▶ What this task involves: Take the entries below and write them out exactly, with each picture removed.

BEGIN Provided records

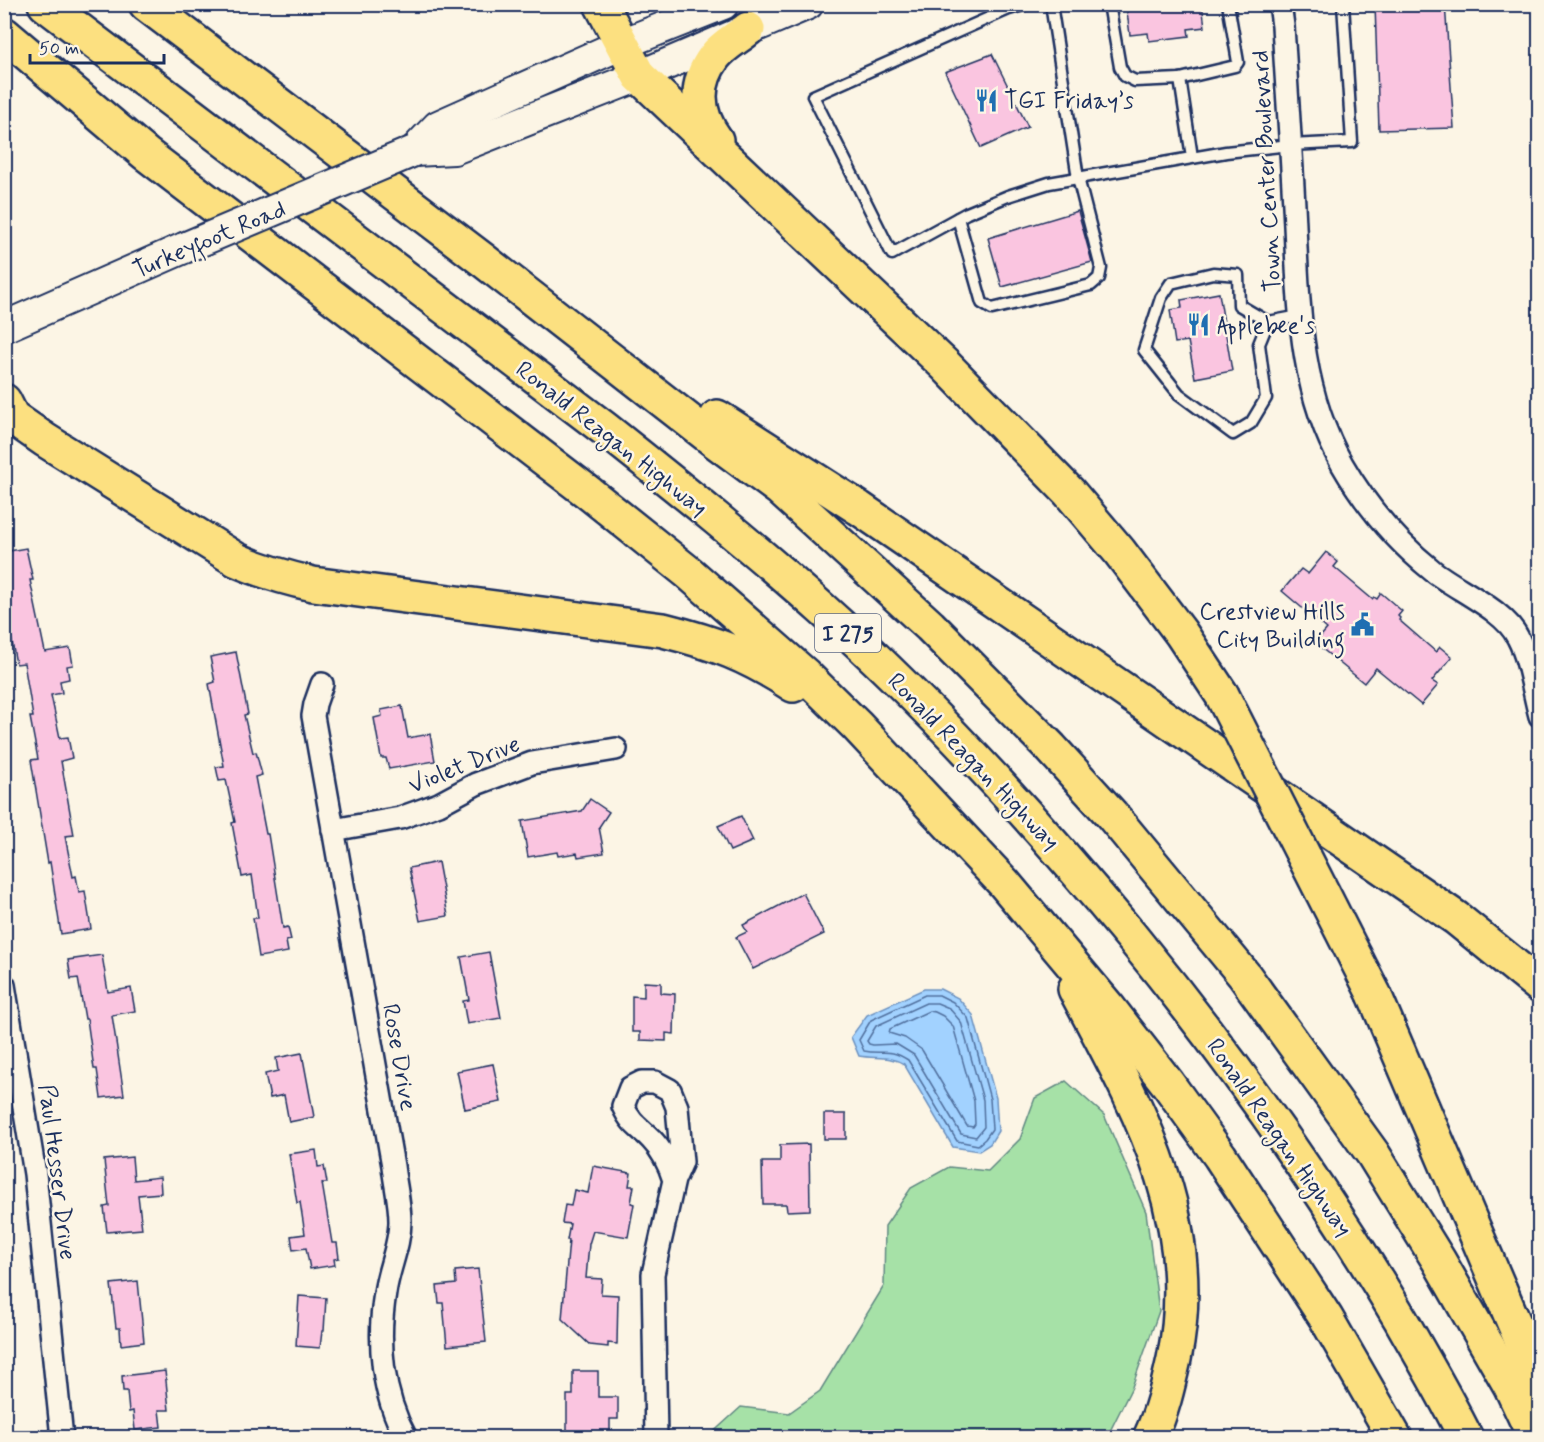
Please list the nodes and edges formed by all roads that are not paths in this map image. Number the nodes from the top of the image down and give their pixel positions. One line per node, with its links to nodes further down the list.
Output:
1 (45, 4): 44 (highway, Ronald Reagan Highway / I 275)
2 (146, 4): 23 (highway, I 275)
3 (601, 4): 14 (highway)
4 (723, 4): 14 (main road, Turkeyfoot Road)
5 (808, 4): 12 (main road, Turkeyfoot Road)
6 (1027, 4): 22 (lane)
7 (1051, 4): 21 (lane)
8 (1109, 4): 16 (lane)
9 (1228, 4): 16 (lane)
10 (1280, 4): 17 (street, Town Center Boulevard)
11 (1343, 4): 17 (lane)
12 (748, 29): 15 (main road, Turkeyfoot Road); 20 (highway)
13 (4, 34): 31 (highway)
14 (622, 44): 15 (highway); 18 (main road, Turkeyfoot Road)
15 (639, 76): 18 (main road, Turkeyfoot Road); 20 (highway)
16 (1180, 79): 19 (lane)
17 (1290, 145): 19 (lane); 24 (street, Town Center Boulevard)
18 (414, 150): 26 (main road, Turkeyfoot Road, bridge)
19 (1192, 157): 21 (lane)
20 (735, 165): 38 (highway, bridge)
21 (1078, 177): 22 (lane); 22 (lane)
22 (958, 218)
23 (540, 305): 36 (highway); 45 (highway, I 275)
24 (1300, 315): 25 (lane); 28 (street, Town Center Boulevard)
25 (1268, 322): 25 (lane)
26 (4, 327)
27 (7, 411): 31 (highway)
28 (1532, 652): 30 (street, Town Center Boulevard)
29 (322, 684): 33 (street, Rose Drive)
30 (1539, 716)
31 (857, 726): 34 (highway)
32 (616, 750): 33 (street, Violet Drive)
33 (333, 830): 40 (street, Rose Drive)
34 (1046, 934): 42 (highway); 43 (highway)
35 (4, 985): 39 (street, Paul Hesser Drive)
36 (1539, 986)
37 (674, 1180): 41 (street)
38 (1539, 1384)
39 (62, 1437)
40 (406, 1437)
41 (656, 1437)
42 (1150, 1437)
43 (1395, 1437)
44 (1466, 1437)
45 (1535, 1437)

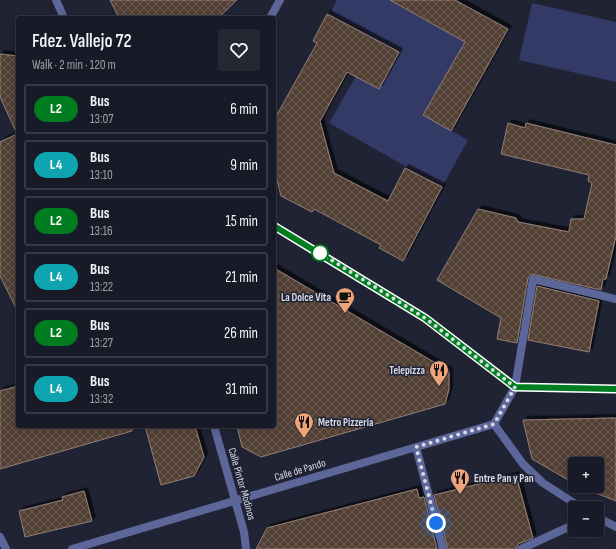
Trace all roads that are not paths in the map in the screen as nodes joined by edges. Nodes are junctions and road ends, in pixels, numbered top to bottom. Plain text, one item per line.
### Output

END Provided records

▶ Exercise result:
Please list the nodes and edges formed by all roads that are not paths in this map image. Number the nodes from the top of the image down and give their pixel positions. One line per node, with its links to nodes further down the list.
Output:
1 (45, 4): 44 (highway, Ronald Reagan Highway / I 275)
2 (146, 4): 23 (highway, I 275)
3 (601, 4): 14 (highway)
4 (723, 4): 14 (main road, Turkeyfoot Road)
5 (808, 4): 12 (main road, Turkeyfoot Road)
6 (1027, 4): 22 (lane)
7 (1051, 4): 21 (lane)
8 (1109, 4): 16 (lane)
9 (1228, 4): 16 (lane)
10 (1280, 4): 17 (street, Town Center Boulevard)
11 (1343, 4): 17 (lane)
12 (748, 29): 15 (main road, Turkeyfoot Road); 20 (highway)
13 (4, 34): 31 (highway)
14 (622, 44): 15 (highway); 18 (main road, Turkeyfoot Road)
15 (639, 76): 18 (main road, Turkeyfoot Road); 20 (highway)
16 (1180, 79): 19 (lane)
17 (1290, 145): 19 (lane); 24 (street, Town Center Boulevard)
18 (414, 150): 26 (main road, Turkeyfoot Road, bridge)
19 (1192, 157): 21 (lane)
20 (735, 165): 38 (highway, bridge)
21 (1078, 177): 22 (lane); 22 (lane)
22 (958, 218)
23 (540, 305): 36 (highway); 45 (highway, I 275)
24 (1300, 315): 25 (lane); 28 (street, Town Center Boulevard)
25 (1268, 322): 25 (lane)
26 (4, 327)
27 (7, 411): 31 (highway)
28 (1532, 652): 30 (street, Town Center Boulevard)
29 (322, 684): 33 (street, Rose Drive)
30 (1539, 716)
31 (857, 726): 34 (highway)
32 (616, 750): 33 (street, Violet Drive)
33 (333, 830): 40 (street, Rose Drive)
34 (1046, 934): 42 (highway); 43 (highway)
35 (4, 985): 39 (street, Paul Hesser Drive)
36 (1539, 986)
37 (674, 1180): 41 (street)
38 (1539, 1384)
39 (62, 1437)
40 (406, 1437)
41 (656, 1437)
42 (1150, 1437)
43 (1395, 1437)
44 (1466, 1437)
45 (1535, 1437)

Trace all roads that are not paths in the map in the screen as nodes joined by edges. Nodes are junctions and road ends, in pixels, numbered top to bottom. Plain text, one item per line.
### Output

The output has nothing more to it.